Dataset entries
● ● ●
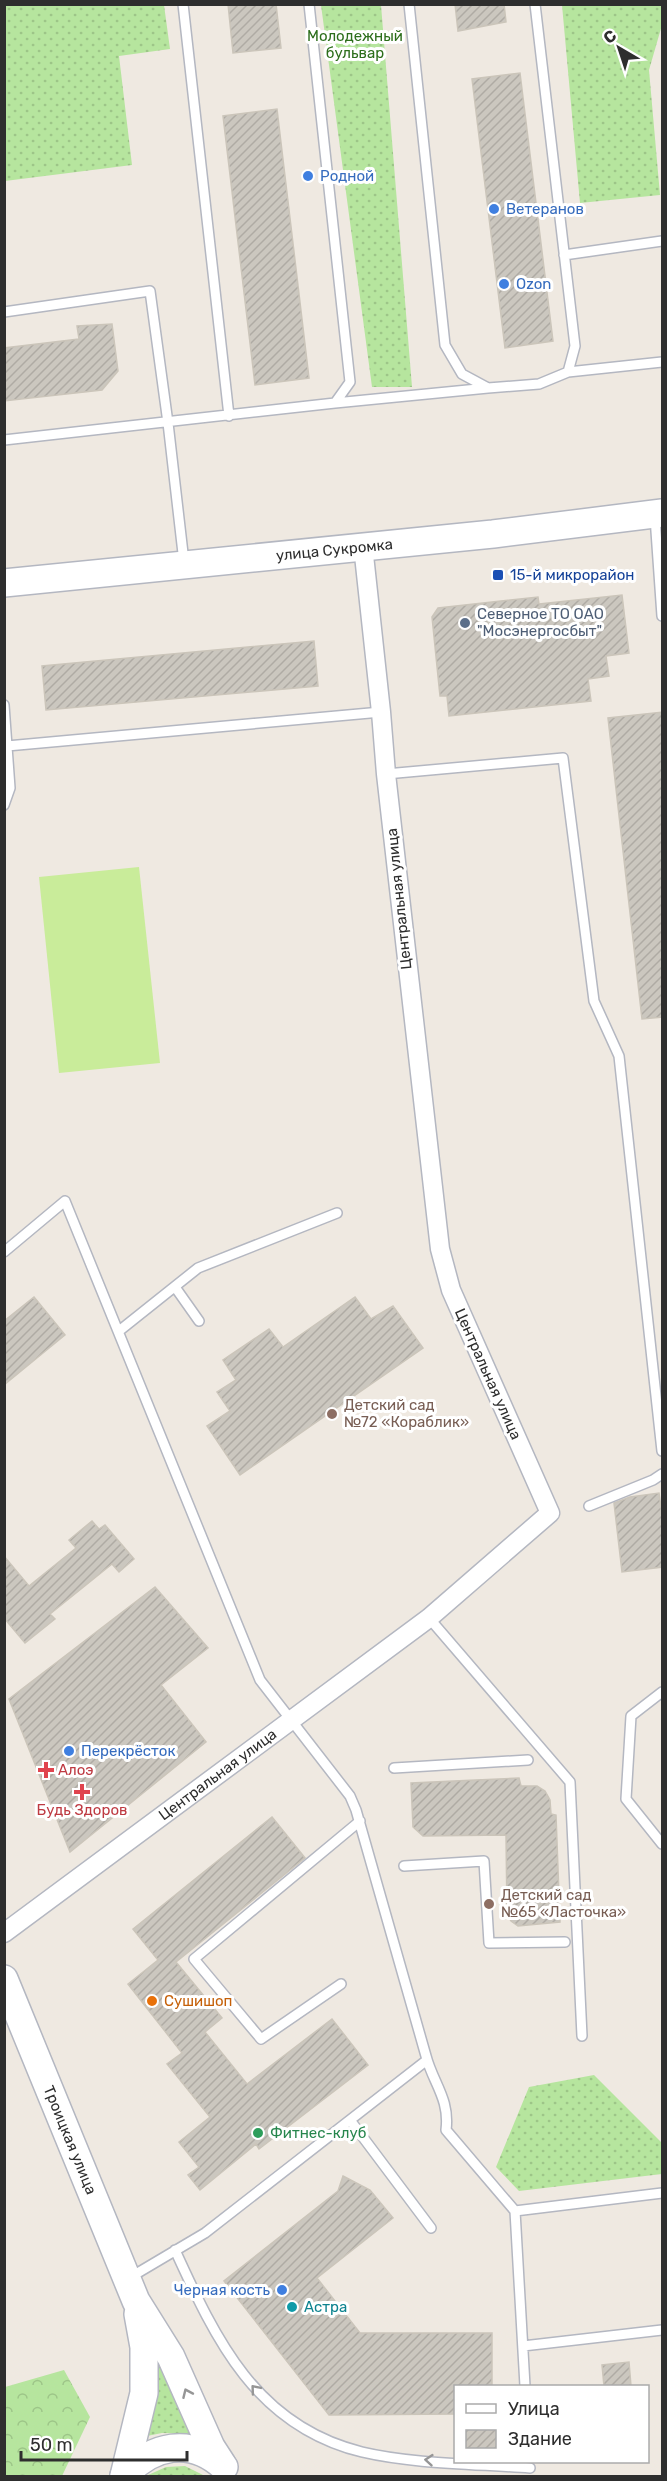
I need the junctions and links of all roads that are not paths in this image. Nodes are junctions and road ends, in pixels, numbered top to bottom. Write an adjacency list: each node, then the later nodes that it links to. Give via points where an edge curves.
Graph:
1 (183, 4): 12 (lane)
2 (309, 4): 11 (lane, via 350,382)
3 (409, 4): 10 (lane, via 445,345 462,374)
4 (535, 4): 6 (lane)
5 (663, 241): 6 (lane)
6 (564, 255): 9 (lane, via 575,346)
7 (4, 312): 13 (lane, via 150,291)
8 (663, 362): 9 (lane)
9 (568, 372): 10 (lane, via 539,384)
10 (488, 388): 11 (lane)
11 (335, 404): 12 (lane)
12 (229, 416): 13 (lane)
13 (168, 423): 14 (lane); 17 (lane)
14 (4, 440)
15 (659, 513): 16 (street, улица Сукромка); 18 (lane)
16 (363, 546): 17 (street, улица Сукромка); 22 (street, Центральная улица)
17 (184, 565): 19 (street, улица Сукромка)
18 (661, 570): 20 (lane)
19 (4, 583)
20 (663, 616)
21 (4, 705): 23 (lane)
22 (381, 712): 24 (lane); 25 (street, Центральная улица)
23 (5, 716): 24 (lane)
24 (8, 746): 26 (lane, via 10,788)
25 (386, 774): 32 (lane, via 563,758 594,1001 619,1056); 36 (street, Центральная улица, via 440,1249 451,1290 550,1513)
26 (4, 805)
27 (337, 1213): 29 (lane, via 198,1268)
28 (4, 1252): 31 (lane, via 65,1201)
29 (175, 1287): 30 (lane); 31 (lane)
30 (199, 1321)
31 (119, 1331): 38 (lane, via 251,1661)
32 (658, 1366): 33 (lane)
33 (663, 1451)
34 (663, 1474): 35 (lane)
35 (589, 1506)
36 (429, 1618): 38 (street, Центральная улица); 48 (lane, via 570,1782)
37 (663, 1692): 42 (lane, via 631,1716 626,1800)
38 (289, 1720): 41 (lane, via 350,1796); 44 (street, Центральная улица)
39 (528, 1760): 40 (lane)
40 (394, 1768)
41 (360, 1821): 47 (lane, via 194,1959 261,2039); 49 (lane)
42 (663, 1844)
43 (404, 1866): 45 (lane, via 484,1861 489,1943)
44 (4, 1933)
45 (565, 1942)
46 (4, 1979): 55 (street, Троицкая улица)
47 (341, 1984)
48 (582, 2036)
49 (427, 2060): 50 (lane); 52 (lane, via 443,2095 446,2130)
50 (350, 2120): 53 (lane); 54 (lane, via 205,2233)
51 (663, 2193): 52 (lane)
52 (515, 2211): 57 (lane)
53 (431, 2228)
54 (175, 2250): 55 (lane); 59 (lane, one-way to 54, via 385,2456 339,2446 297,2426 268,2404 233,2361 204,2314)
55 (131, 2290): 62 (street, one-way to 55, via 211,2447 171,2357); 63 (street, via 144,2347 146,2377)
56 (663, 2330): 57 (lane)
57 (523, 2346): 58 (lane)
58 (525, 2385)
59 (454, 2462)
60 (470, 2463): 61 (lane, one-way to 60)
61 (530, 2468)
62 (230, 2473): 63 (street, via 195,2450 168,2449 152,2453)
63 (124, 2476)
● ● ●
EXERCISE
Extract all the data above exactly, excluding every picture.

PROBLEM SOLUTION
I need the junctions and links of all roads that are not paths in this image. Nodes are junctions and road ends, in pixels, numbered top to bottom. Write an adjacency list: each node, then the later nodes that it links to. Give via points where an edge curves.
Graph:
1 (183, 4): 12 (lane)
2 (309, 4): 11 (lane, via 350,382)
3 (409, 4): 10 (lane, via 445,345 462,374)
4 (535, 4): 6 (lane)
5 (663, 241): 6 (lane)
6 (564, 255): 9 (lane, via 575,346)
7 (4, 312): 13 (lane, via 150,291)
8 (663, 362): 9 (lane)
9 (568, 372): 10 (lane, via 539,384)
10 (488, 388): 11 (lane)
11 (335, 404): 12 (lane)
12 (229, 416): 13 (lane)
13 (168, 423): 14 (lane); 17 (lane)
14 (4, 440)
15 (659, 513): 16 (street, улица Сукромка); 18 (lane)
16 (363, 546): 17 (street, улица Сукромка); 22 (street, Центральная улица)
17 (184, 565): 19 (street, улица Сукромка)
18 (661, 570): 20 (lane)
19 (4, 583)
20 (663, 616)
21 (4, 705): 23 (lane)
22 (381, 712): 24 (lane); 25 (street, Центральная улица)
23 (5, 716): 24 (lane)
24 (8, 746): 26 (lane, via 10,788)
25 (386, 774): 32 (lane, via 563,758 594,1001 619,1056); 36 (street, Центральная улица, via 440,1249 451,1290 550,1513)
26 (4, 805)
27 (337, 1213): 29 (lane, via 198,1268)
28 (4, 1252): 31 (lane, via 65,1201)
29 (175, 1287): 30 (lane); 31 (lane)
30 (199, 1321)
31 (119, 1331): 38 (lane, via 251,1661)
32 (658, 1366): 33 (lane)
33 (663, 1451)
34 (663, 1474): 35 (lane)
35 (589, 1506)
36 (429, 1618): 38 (street, Центральная улица); 48 (lane, via 570,1782)
37 (663, 1692): 42 (lane, via 631,1716 626,1800)
38 (289, 1720): 41 (lane, via 350,1796); 44 (street, Центральная улица)
39 (528, 1760): 40 (lane)
40 (394, 1768)
41 (360, 1821): 47 (lane, via 194,1959 261,2039); 49 (lane)
42 (663, 1844)
43 (404, 1866): 45 (lane, via 484,1861 489,1943)
44 (4, 1933)
45 (565, 1942)
46 (4, 1979): 55 (street, Троицкая улица)
47 (341, 1984)
48 (582, 2036)
49 (427, 2060): 50 (lane); 52 (lane, via 443,2095 446,2130)
50 (350, 2120): 53 (lane); 54 (lane, via 205,2233)
51 (663, 2193): 52 (lane)
52 (515, 2211): 57 (lane)
53 (431, 2228)
54 (175, 2250): 55 (lane); 59 (lane, one-way to 54, via 385,2456 339,2446 297,2426 268,2404 233,2361 204,2314)
55 (131, 2290): 62 (street, one-way to 55, via 211,2447 171,2357); 63 (street, via 144,2347 146,2377)
56 (663, 2330): 57 (lane)
57 (523, 2346): 58 (lane)
58 (525, 2385)
59 (454, 2462)
60 (470, 2463): 61 (lane, one-way to 60)
61 (530, 2468)
62 (230, 2473): 63 (street, via 195,2450 168,2449 152,2453)
63 (124, 2476)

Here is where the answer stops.